Alongside all of the iPhone features of iOS 13, iPadOS is bringing far more productivity tools. It's making the iPad more like a MacBook, even down to mouse and trackpad support with the right settings.

Many people wanted that and they've got it. Since the day Steve Jobs unveiled the first iPad, though, we've wanted to see that home page of icons get tightened up. The same grid we like so much on the iPhone has never looked right on the larger screen of the iPad and now we can do something about that as well.

Audio and visuals

Then, too, we've wanted HomePod to please recognize that we don't all live alone or in households where we're the sole person willing to talk to Siri all the time. We've got that now, we've got multi-person support.

We've also got multi-AirPod support so that two of you can listen to the same thing outside your home. True, we lose the cuteness of each of you wearing one AirPod, but you can't argue against stereo.

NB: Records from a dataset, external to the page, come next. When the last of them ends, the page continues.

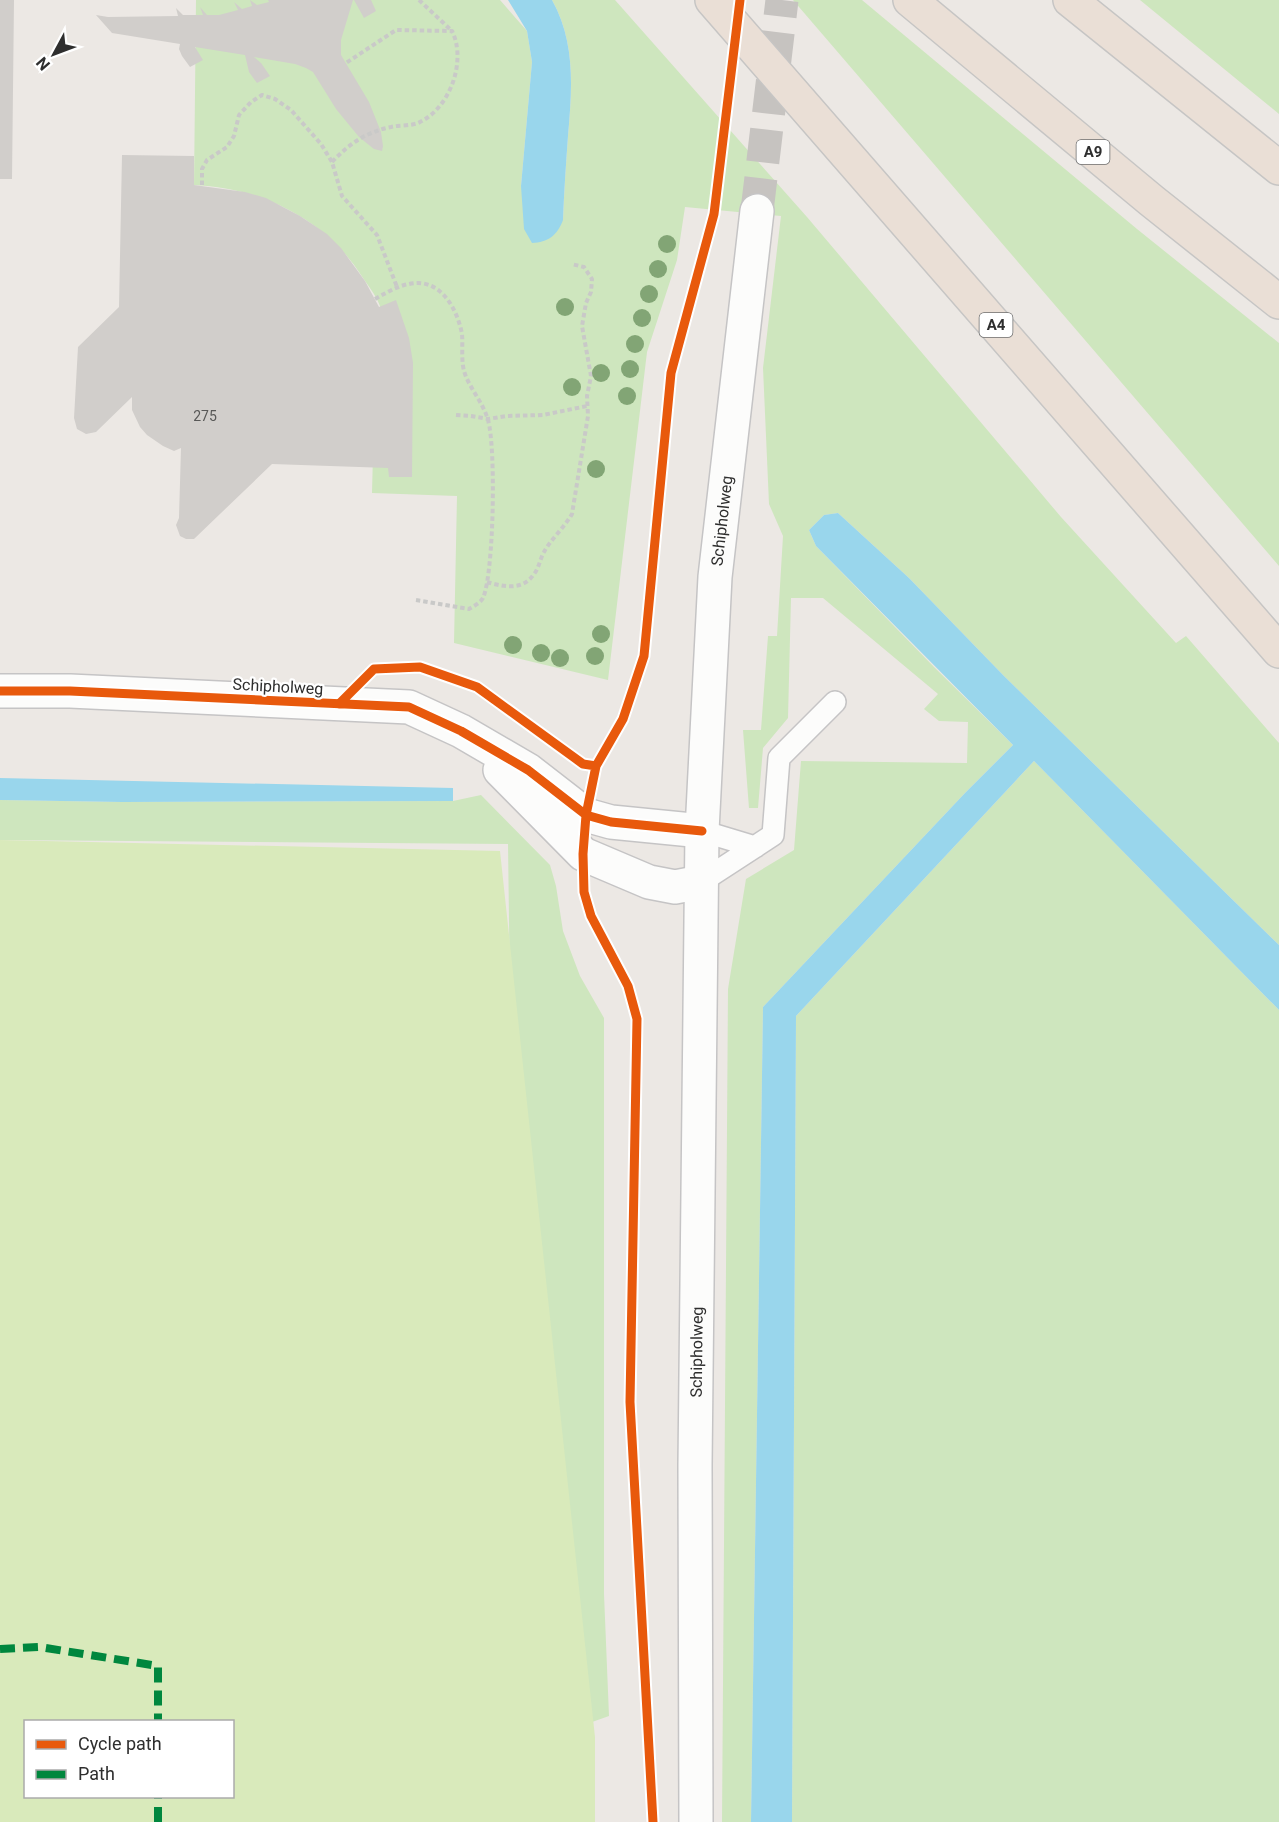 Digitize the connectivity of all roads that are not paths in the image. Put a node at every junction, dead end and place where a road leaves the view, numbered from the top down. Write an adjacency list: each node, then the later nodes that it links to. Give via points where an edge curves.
1 (712, 0): 7 (highway, A4)
2 (910, 0): 6 (highway, A9)
3 (1070, 0): 4 (highway)
4 (1279, 168)
5 (757, 211): 11 (main road, Schipholweg, via 715,577)
6 (1279, 302)
7 (1279, 651)
8 (0, 691): 10 (main road, Schipholweg, via 409,707)
9 (835, 702): 12 (lane, via 779,758 773,835)
10 (461, 731): 11 (main road, Schipholweg, via 528,770 586,815 611,822); 13 (main road, Schipholweg, via 583,854 649,882 675,887)
11 (702, 831): 12 (lane); 13 (main road, Schipholweg)
12 (755, 847): 13 (lane)
13 (701, 882): 14 (main road, Schipholweg)
14 (696, 1822) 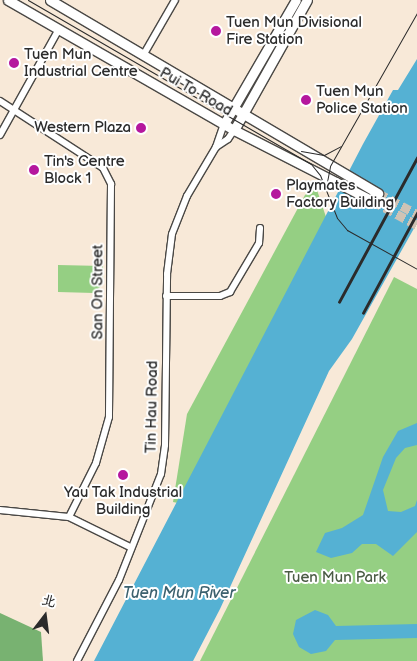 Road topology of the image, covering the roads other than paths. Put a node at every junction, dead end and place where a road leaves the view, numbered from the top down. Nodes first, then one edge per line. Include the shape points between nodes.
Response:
1 (8, 0) edge
2 (51, 0) edge
3 (176, 0) edge
4 (296, 0) edge
5 (307, 0) edge
6 (59, 29) junction
7 (144, 54) junction
8 (0, 101) edge
9 (234, 107) junction
10 (14, 109) junction
11 (245, 113) junction
12 (224, 124) junction
13 (234, 130) junction
14 (0, 135) edge
15 (216, 147) junction
16 (260, 228) dead end
17 (166, 296) junction
18 (0, 510) edge
19 (69, 517) junction
20 (130, 547) junction
21 (77, 661) edge

1 - 6 main road, Pui To Road
2 - 7 main road, Pui To Road
3 - 7 street
4 - 9 main road
5 - 11 main road
6 - 10 street
6 - 12 main road, Pui To Road
7 - 9 main road, Pui To Road
8 - 10 street, San On Street
9 - 11 main road, Pui To Road
9 - 12 main road
10 - 14 street
10 - 19 street, San On Street via 103,168 111,184 109,417 99,457
11 - 13 main road
11 - 13 main road, Pui To Road via 345,173 376,197
12 - 13 main road, Pui To Road
12 - 15 street, Tin Hau Road
13 - 15 street, Tin Hau Road
15 - 17 street, Tin Hau Road via 176,221 168,260
16 - 17 street via 259,243 230,292 220,296
17 - 20 street, Tin Hau Road via 164,460 152,503
18 - 19 street
19 - 20 street
20 - 21 street, Tin Hau Road via 119,580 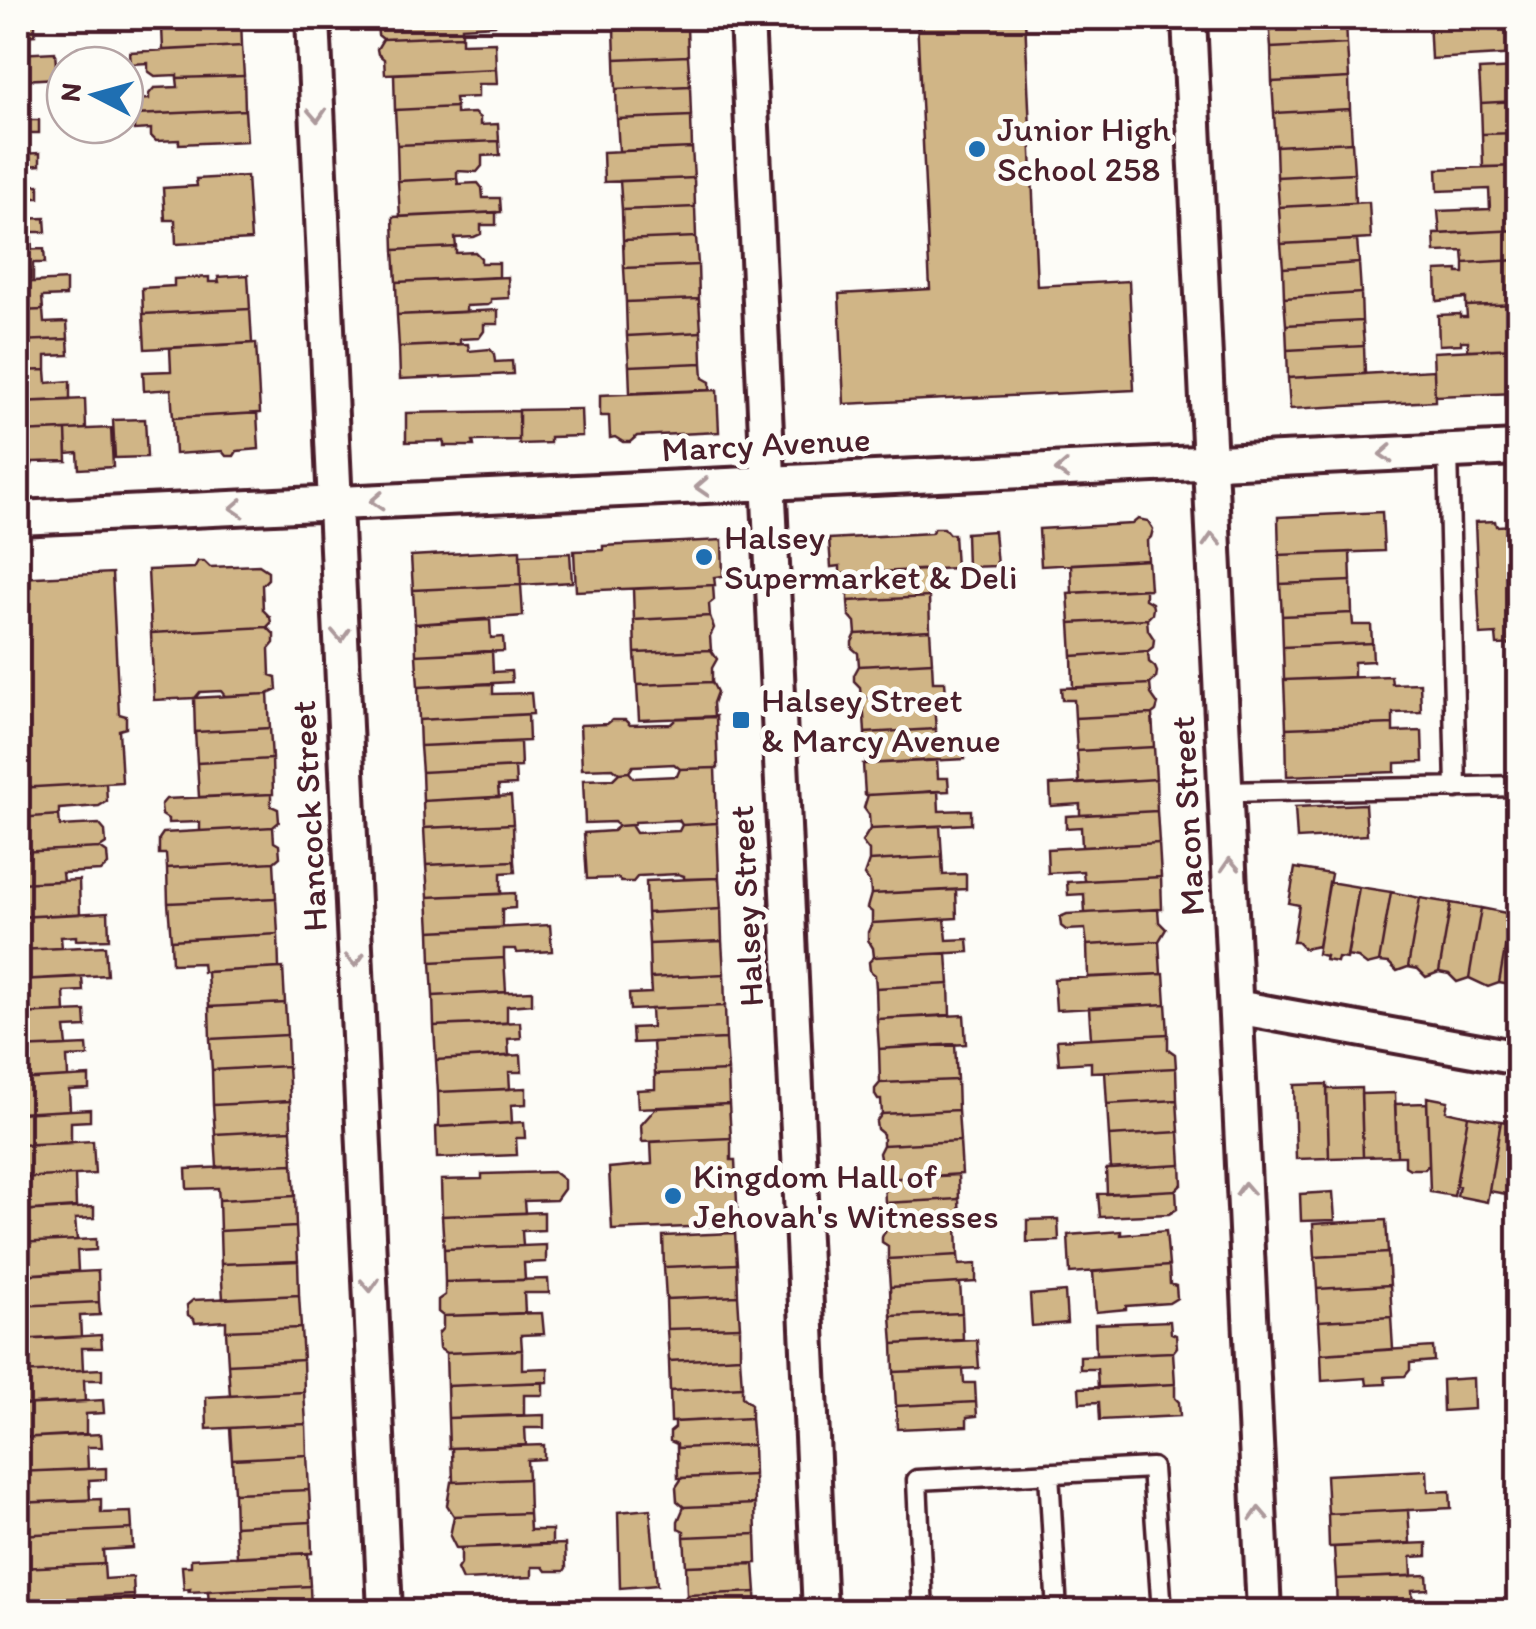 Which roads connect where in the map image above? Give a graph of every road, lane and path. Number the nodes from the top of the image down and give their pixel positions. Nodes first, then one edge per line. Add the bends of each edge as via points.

Nor can you argue, convincingly anyway, that the breakup of iTunes into separate apps isn't great. There is all the fuss and nonsense about Apple ditching the iTunes and deleting all your purchases, but that's clickbait fodder.

The largest group

Maybe what's especially unexpected and different about this year's WWDC is how so much of it involved Apple giving people what they want. The new Mac Pro, the greater iPad multi-tasking, the mouse support, the break up of iTunes, it was all on more than a few wish lists and now it's done.

There were also people who have spent years calling out for a Dark Mode on iOS, and probably at least as many other people shrugging at the idea.

Now we've got it, though, you will want it. After a long time of third-party apps introducing a form of Dark Mode, you can now see why it was only a form of it. You can see how Dark Mode should be done, right at the system level, and the result is gorgeous.

We happen to be in the small but very vocal group that wanted improvements to Siri Shortcuts. And while Apple didn't mention it during the keynote, the sessions and details released afterwards make us want iOS 13 right now.

So Apple listened, which it often doesn't and never has to. And Apple delivered. This was an unusual year for WWDC and a great one.